Humans have a much more difficult time identifying fake faces than computers that perform the same task, with less precision (30% versus 0% error) and slower (4.8 seconds versus 0.5) than machines in this task.
This is clear from a new study published by ID R&D, proprietary Artificial Intelligence (AI) -based voice and facial biometrics provider Mitek Systems, entitled ‘Human vs Machine: Can people detect fakes better than Artificial Intelligence?’, in which he compares the ability of people to detect facial vitality, that is, to identify whether or not a face is real.
The study has put humans and machines to the test by introducing them to the most commonly used spoofing techniques: Printed photos, videos, digital images or using a 2D or 3D mask.
Computers outperformed humans in all five techniques tested by obtaining a 0% error rate in the 175,000 images and in all types of attack.
People, on the contrary, have obtained a much lower degree of precision for each type of impersonation technique, including the 30% misidentification of printed photo counterfeits, one of the easiest types of attack for scammers.

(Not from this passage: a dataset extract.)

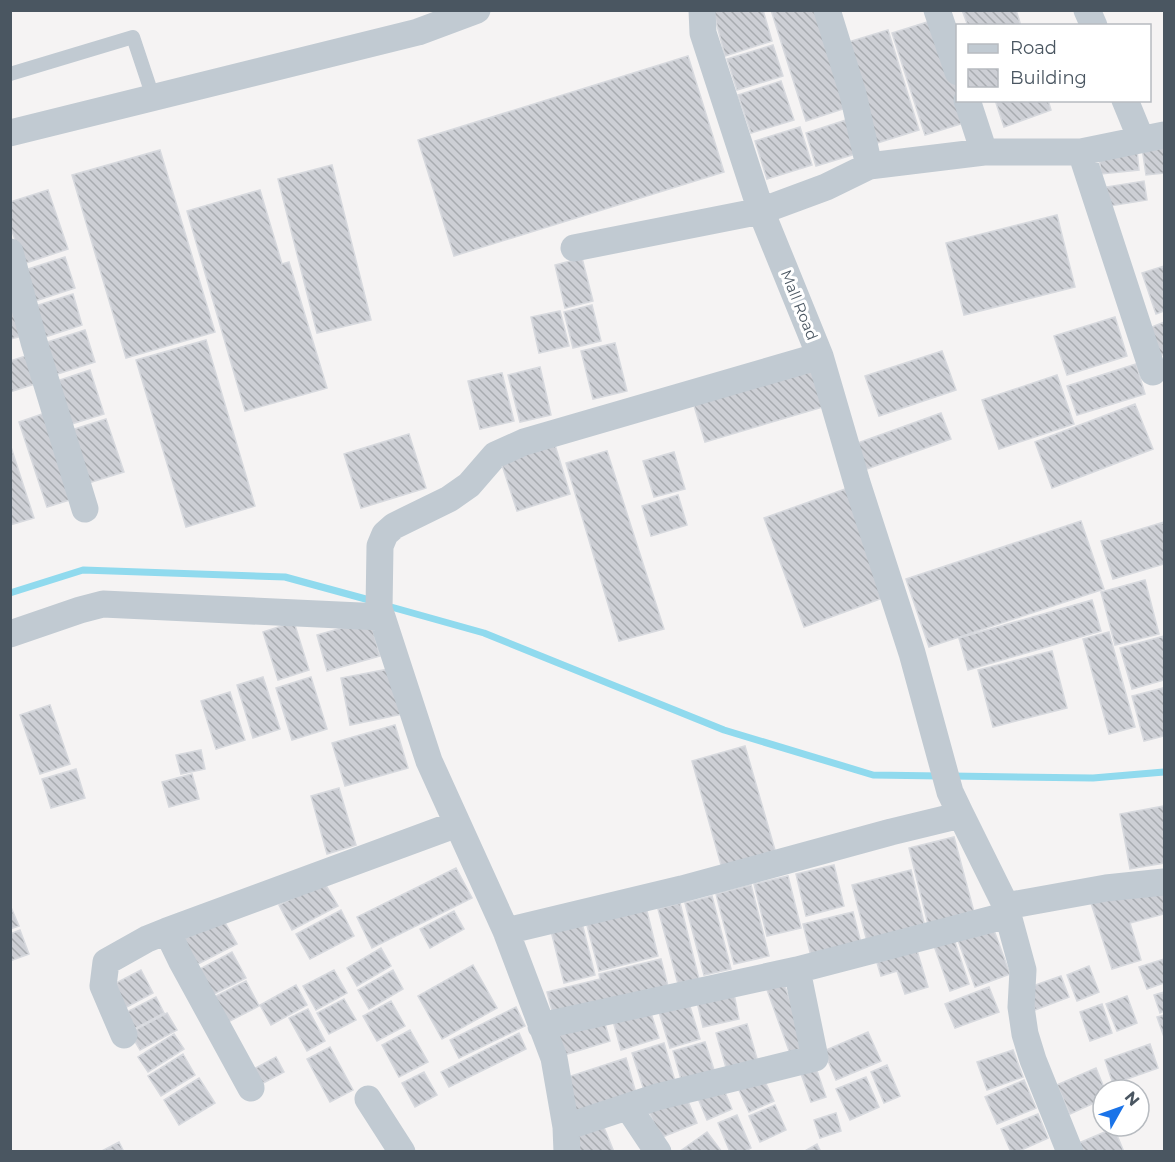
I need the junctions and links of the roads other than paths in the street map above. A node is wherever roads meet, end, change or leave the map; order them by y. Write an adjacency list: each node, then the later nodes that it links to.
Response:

Even when a group of seventeen people deliberated on the images, giving a more accurate result than an individual human, his majority decisions were never better than the computer’s performance on the same task.
It took the humans a 4.8 seconds average per image in identifying life tests, whereas computers running on a CPU core recorded a mean less than 0.5 seconds per image.
In this report, AI has misclassified only 1% of authentic faces as fake. Instead, humans wrongly classified 18% of authentic faces as fake.